Task instructions: Every picture is to be removed, and all the data is to be copied exactly.

------ Dataset entries ------

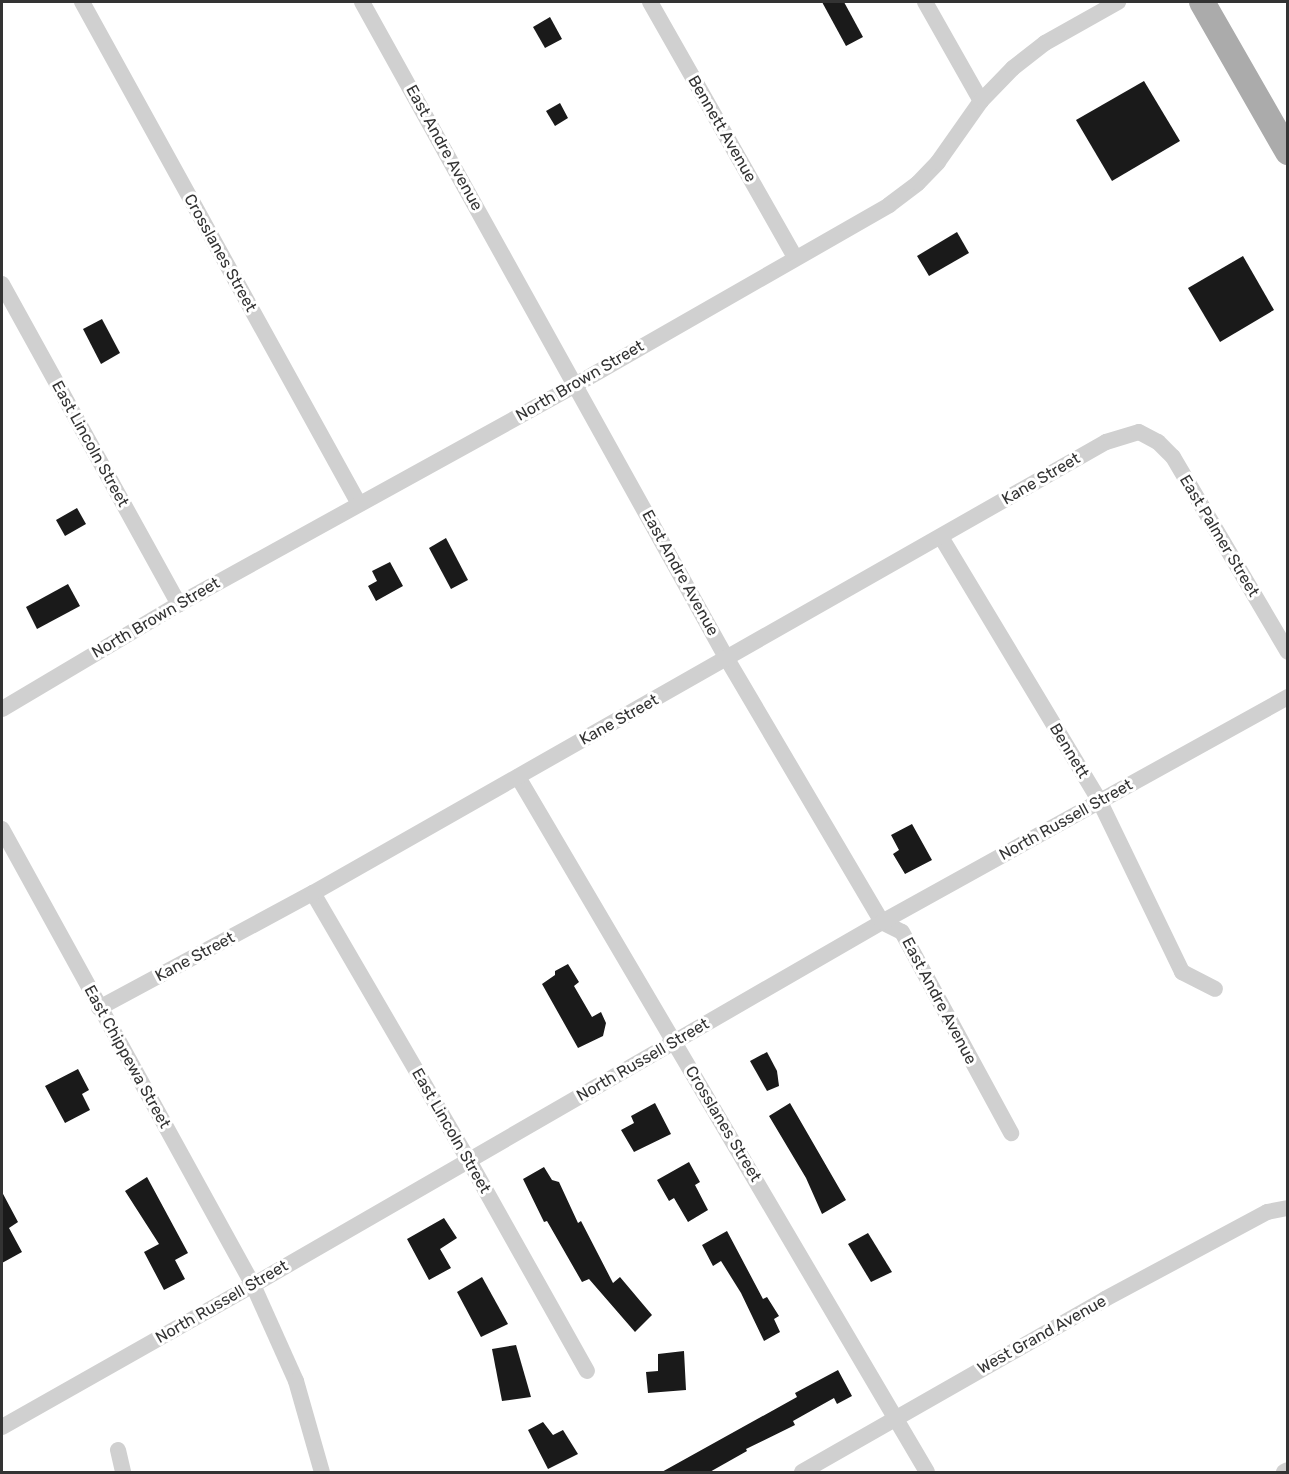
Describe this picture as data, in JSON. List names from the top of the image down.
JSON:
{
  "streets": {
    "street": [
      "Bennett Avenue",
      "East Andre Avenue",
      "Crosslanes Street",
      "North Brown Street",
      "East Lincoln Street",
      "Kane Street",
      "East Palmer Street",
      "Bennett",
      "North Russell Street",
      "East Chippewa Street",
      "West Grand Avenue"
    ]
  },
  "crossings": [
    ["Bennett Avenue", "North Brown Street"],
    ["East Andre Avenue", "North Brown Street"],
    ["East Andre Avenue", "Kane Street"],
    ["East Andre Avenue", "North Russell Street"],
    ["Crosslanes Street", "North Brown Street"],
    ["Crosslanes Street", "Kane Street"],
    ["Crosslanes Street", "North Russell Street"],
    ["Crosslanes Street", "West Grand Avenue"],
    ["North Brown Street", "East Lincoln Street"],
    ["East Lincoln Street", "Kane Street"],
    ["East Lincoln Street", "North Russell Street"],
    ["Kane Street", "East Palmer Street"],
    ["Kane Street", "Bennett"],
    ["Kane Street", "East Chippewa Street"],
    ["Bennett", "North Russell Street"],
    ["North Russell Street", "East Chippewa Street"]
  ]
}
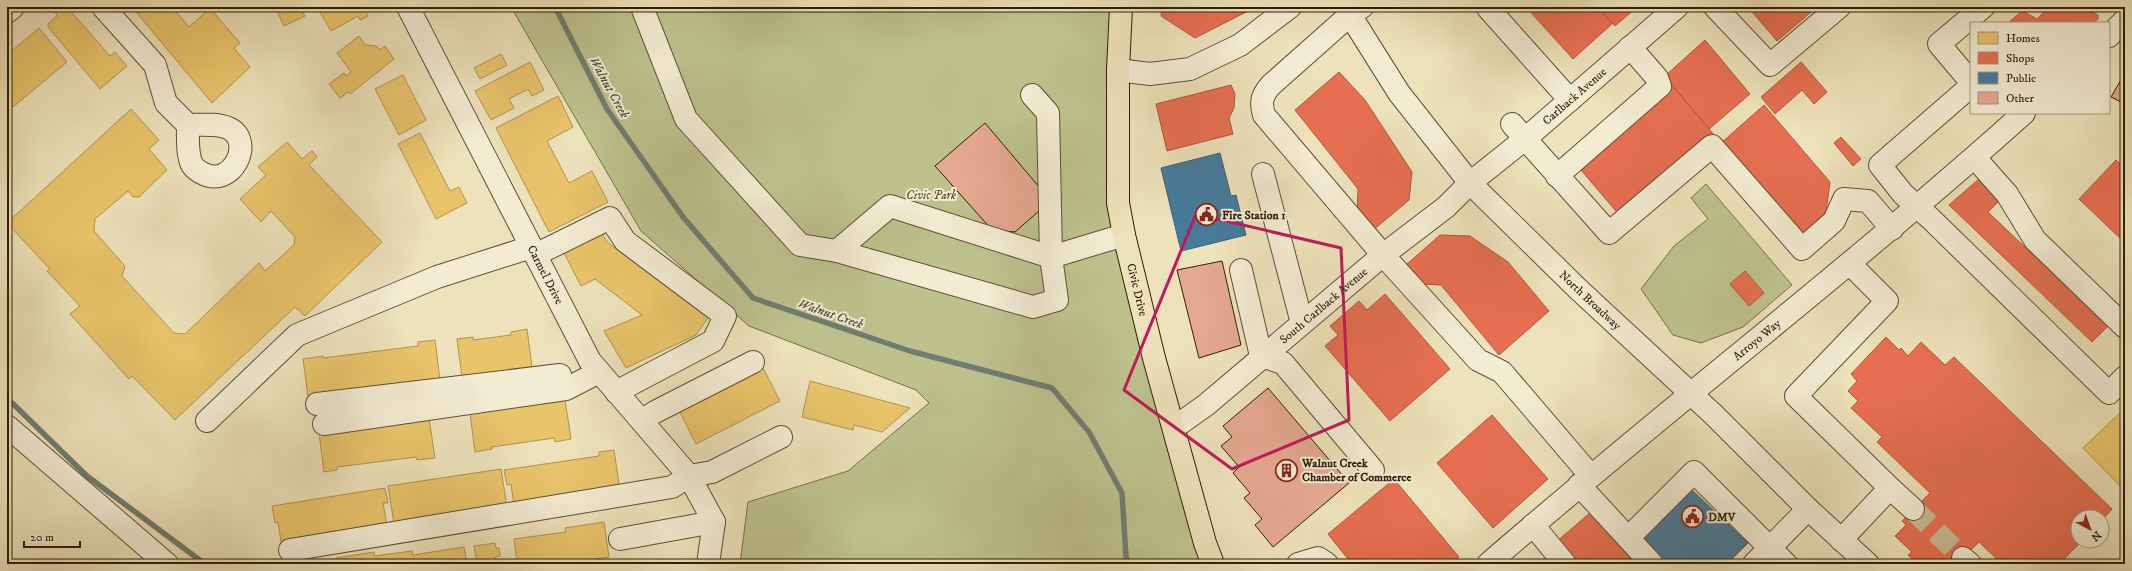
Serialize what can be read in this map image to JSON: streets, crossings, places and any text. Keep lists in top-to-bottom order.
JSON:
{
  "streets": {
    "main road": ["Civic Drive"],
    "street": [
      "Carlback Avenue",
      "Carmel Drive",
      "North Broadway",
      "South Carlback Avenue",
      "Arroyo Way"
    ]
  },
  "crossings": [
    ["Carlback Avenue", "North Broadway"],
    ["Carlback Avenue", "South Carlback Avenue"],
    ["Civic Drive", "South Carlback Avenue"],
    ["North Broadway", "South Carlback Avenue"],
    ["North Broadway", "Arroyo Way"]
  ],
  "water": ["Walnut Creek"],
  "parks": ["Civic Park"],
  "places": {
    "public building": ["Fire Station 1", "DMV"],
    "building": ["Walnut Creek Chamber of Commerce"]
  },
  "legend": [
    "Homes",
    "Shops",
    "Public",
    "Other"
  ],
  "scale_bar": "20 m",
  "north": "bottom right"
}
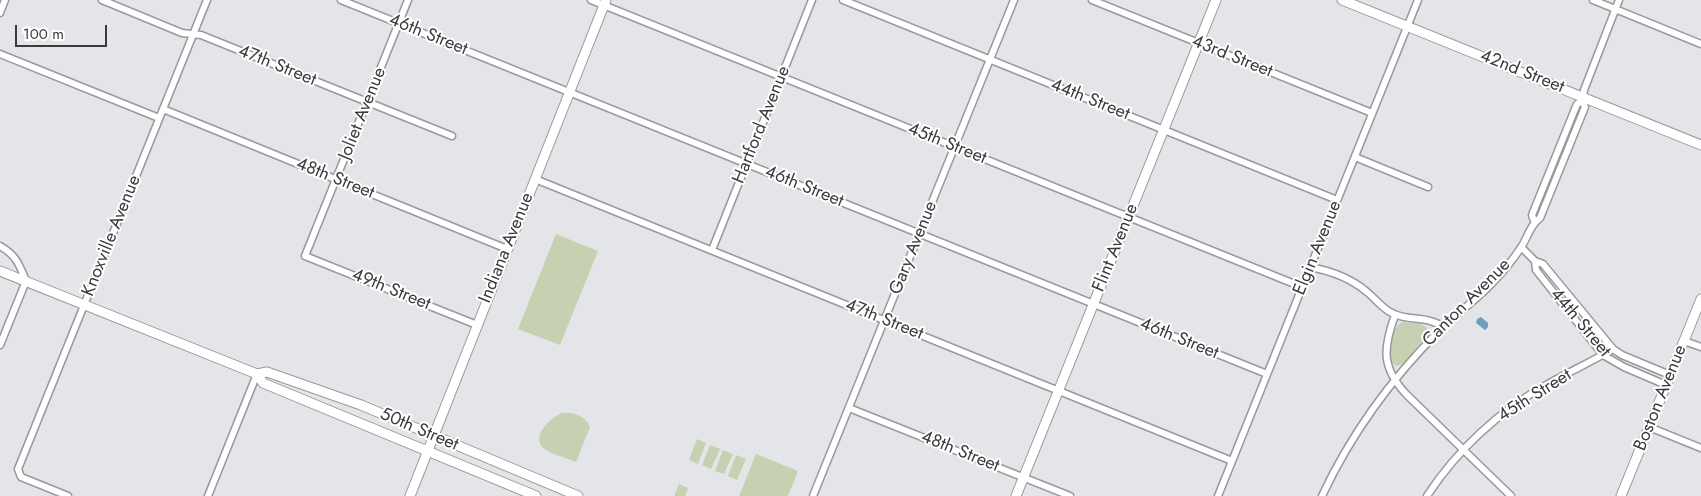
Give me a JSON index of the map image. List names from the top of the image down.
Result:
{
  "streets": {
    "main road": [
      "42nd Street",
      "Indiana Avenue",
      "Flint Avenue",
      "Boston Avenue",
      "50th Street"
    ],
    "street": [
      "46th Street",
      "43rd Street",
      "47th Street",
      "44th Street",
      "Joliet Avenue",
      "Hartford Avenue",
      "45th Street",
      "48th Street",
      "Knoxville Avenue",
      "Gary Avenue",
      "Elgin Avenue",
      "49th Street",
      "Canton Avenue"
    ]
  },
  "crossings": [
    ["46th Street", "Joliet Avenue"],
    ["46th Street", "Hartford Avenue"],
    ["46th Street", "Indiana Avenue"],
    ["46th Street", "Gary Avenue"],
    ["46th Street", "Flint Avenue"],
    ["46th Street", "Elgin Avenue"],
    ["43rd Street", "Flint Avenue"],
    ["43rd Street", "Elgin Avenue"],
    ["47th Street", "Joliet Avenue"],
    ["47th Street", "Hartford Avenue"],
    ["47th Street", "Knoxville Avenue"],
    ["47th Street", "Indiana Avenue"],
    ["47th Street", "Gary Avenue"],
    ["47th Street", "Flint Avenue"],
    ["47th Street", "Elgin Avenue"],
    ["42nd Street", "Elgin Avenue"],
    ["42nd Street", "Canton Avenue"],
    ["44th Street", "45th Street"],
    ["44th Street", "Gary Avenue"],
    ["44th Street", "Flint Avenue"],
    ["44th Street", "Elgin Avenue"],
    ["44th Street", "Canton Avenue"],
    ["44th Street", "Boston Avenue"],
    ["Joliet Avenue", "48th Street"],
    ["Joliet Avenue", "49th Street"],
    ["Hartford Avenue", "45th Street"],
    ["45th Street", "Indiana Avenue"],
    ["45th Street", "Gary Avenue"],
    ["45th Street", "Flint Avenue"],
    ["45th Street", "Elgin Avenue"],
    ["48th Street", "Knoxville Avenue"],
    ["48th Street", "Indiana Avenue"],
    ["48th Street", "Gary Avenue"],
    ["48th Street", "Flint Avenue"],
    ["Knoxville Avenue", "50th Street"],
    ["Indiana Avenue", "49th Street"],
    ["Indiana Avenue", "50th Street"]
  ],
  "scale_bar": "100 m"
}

------

Output of the task:
Describe this picture as data, in JSON. List names from the top of the image down.
JSON:
{
  "streets": {
    "street": [
      "Bennett Avenue",
      "East Andre Avenue",
      "Crosslanes Street",
      "North Brown Street",
      "East Lincoln Street",
      "Kane Street",
      "East Palmer Street",
      "Bennett",
      "North Russell Street",
      "East Chippewa Street",
      "West Grand Avenue"
    ]
  },
  "crossings": [
    ["Bennett Avenue", "North Brown Street"],
    ["East Andre Avenue", "North Brown Street"],
    ["East Andre Avenue", "Kane Street"],
    ["East Andre Avenue", "North Russell Street"],
    ["Crosslanes Street", "North Brown Street"],
    ["Crosslanes Street", "Kane Street"],
    ["Crosslanes Street", "North Russell Street"],
    ["Crosslanes Street", "West Grand Avenue"],
    ["North Brown Street", "East Lincoln Street"],
    ["East Lincoln Street", "Kane Street"],
    ["East Lincoln Street", "North Russell Street"],
    ["Kane Street", "East Palmer Street"],
    ["Kane Street", "Bennett"],
    ["Kane Street", "East Chippewa Street"],
    ["Bennett", "North Russell Street"],
    ["North Russell Street", "East Chippewa Street"]
  ]
}
Serialize what can be read in this map image to JSON: streets, crossings, places and any text. Keep lists in top-to-bottom order.
JSON:
{
  "streets": {
    "main road": ["Civic Drive"],
    "street": [
      "Carlback Avenue",
      "Carmel Drive",
      "North Broadway",
      "South Carlback Avenue",
      "Arroyo Way"
    ]
  },
  "crossings": [
    ["Carlback Avenue", "North Broadway"],
    ["Carlback Avenue", "South Carlback Avenue"],
    ["Civic Drive", "South Carlback Avenue"],
    ["North Broadway", "South Carlback Avenue"],
    ["North Broadway", "Arroyo Way"]
  ],
  "water": ["Walnut Creek"],
  "parks": ["Civic Park"],
  "places": {
    "public building": ["Fire Station 1", "DMV"],
    "building": ["Walnut Creek Chamber of Commerce"]
  },
  "legend": [
    "Homes",
    "Shops",
    "Public",
    "Other"
  ],
  "scale_bar": "20 m",
  "north": "bottom right"
}
Give me a JSON index of the map image. List names from the top of the image down.
Result:
{
  "streets": {
    "main road": [
      "42nd Street",
      "Indiana Avenue",
      "Flint Avenue",
      "Boston Avenue",
      "50th Street"
    ],
    "street": [
      "46th Street",
      "43rd Street",
      "47th Street",
      "44th Street",
      "Joliet Avenue",
      "Hartford Avenue",
      "45th Street",
      "48th Street",
      "Knoxville Avenue",
      "Gary Avenue",
      "Elgin Avenue",
      "49th Street",
      "Canton Avenue"
    ]
  },
  "crossings": [
    ["46th Street", "Joliet Avenue"],
    ["46th Street", "Hartford Avenue"],
    ["46th Street", "Indiana Avenue"],
    ["46th Street", "Gary Avenue"],
    ["46th Street", "Flint Avenue"],
    ["46th Street", "Elgin Avenue"],
    ["43rd Street", "Flint Avenue"],
    ["43rd Street", "Elgin Avenue"],
    ["47th Street", "Joliet Avenue"],
    ["47th Street", "Hartford Avenue"],
    ["47th Street", "Knoxville Avenue"],
    ["47th Street", "Indiana Avenue"],
    ["47th Street", "Gary Avenue"],
    ["47th Street", "Flint Avenue"],
    ["47th Street", "Elgin Avenue"],
    ["42nd Street", "Elgin Avenue"],
    ["42nd Street", "Canton Avenue"],
    ["44th Street", "45th Street"],
    ["44th Street", "Gary Avenue"],
    ["44th Street", "Flint Avenue"],
    ["44th Street", "Elgin Avenue"],
    ["44th Street", "Canton Avenue"],
    ["44th Street", "Boston Avenue"],
    ["Joliet Avenue", "48th Street"],
    ["Joliet Avenue", "49th Street"],
    ["Hartford Avenue", "45th Street"],
    ["45th Street", "Indiana Avenue"],
    ["45th Street", "Gary Avenue"],
    ["45th Street", "Flint Avenue"],
    ["45th Street", "Elgin Avenue"],
    ["48th Street", "Knoxville Avenue"],
    ["48th Street", "Indiana Avenue"],
    ["48th Street", "Gary Avenue"],
    ["48th Street", "Flint Avenue"],
    ["Knoxville Avenue", "50th Street"],
    ["Indiana Avenue", "49th Street"],
    ["Indiana Avenue", "50th Street"]
  ],
  "scale_bar": "100 m"
}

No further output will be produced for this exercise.